Old Carter Bourbon Batch #5
Photos via Old Carter
There are dozens, if not hundreds of different ways to sell bourbon or rye sourced from the giant whiskey factory that is MGP of Indiana. You can bottle it as is, or blend it with your own distillate, or give it your own special finish through additional aging, or proofing it down with water you’re trying to convince the consumer is special. The market supports a seemingly endless variety of ways to drink MGP juice. But the way that drives the highest price tags and the most hype, by far, is the promise that this bottle of MGP bourbon is coming to you from a master of the art of blending. That’s what separates one company’s cask-strength MGP bourbon release from another.

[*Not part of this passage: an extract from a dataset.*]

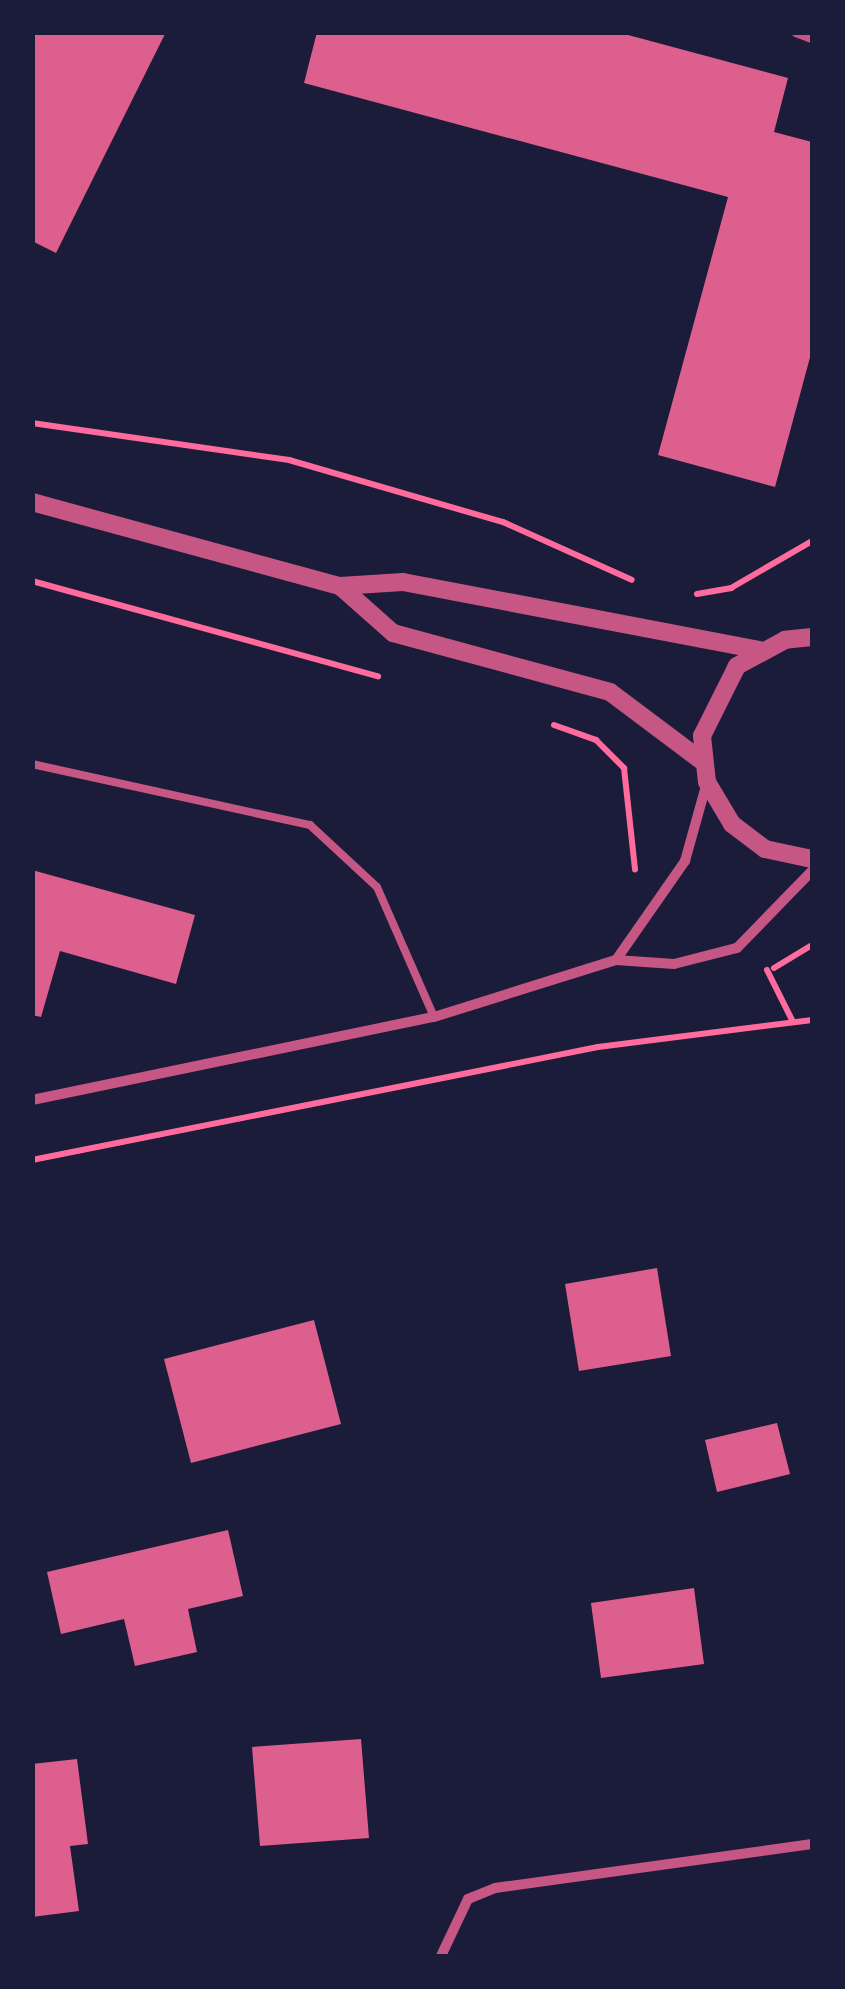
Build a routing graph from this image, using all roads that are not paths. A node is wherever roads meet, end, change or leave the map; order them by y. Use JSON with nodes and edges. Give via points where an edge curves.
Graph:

Mark & Sherri Carter, of Old Carter Whiskey Co., have a substantially more impressive claim to those type of “master blender” credentials than most. They came to whiskey from the world of wine, where their Napa Valley Carter Cellar Cabernets were among the most awarded wines on the market. Wondering if perhaps they could apply that same passion for blending to American whiskey, the Carters then partnered in the creation of now-hyped whiskey brand Kentucky Owl, where they served as the original master blenders. When that brand was sold to Stoli Group in 2017, the Carter departed to create their own whiskey blending company, and Old Carter was the result.
At Old Carter, the Carters operate in much the same way as they did at Kentucky Owl, sourcing barrel proof expressions from distilleries and then blending them into unique releases. Since 2018, that has taken the form of a number of releases of bourbon, rye and “American whiskey,” which I presume probably means Tennessee Whiskey. All are released at barrel strength, although that strength varies greatly depending on the barrels themselves, from release to release.
This is my first time tasting an Old Carter product, and I’m doing it in the form of a small sample of Old Carter Straight Bourbon Whiskey, Batch #5. This batch was released simultaneously alongside Batch #4 back in April, in a batch of approximately 1,648 bottles. It has no official age statement but is reportedly 7-9 years old with a “high corn” MGP mash bill—I’m not sure why you would say “high corn” rather than “low rye,” etc—and is bottled at 115.1 proof. MSRP is a high $170, but you can be sure that price will swell on the secondary market, and perhaps on the primary as well thanks to rampant price gouging at liquor stores. Old Carter is available in limited markets, mostly Kentucky, California and Washington D.C., although the brand is working on implementing online sales in the future while they simultaneously look to build a brick and mortar tasting room in Louisville, KY.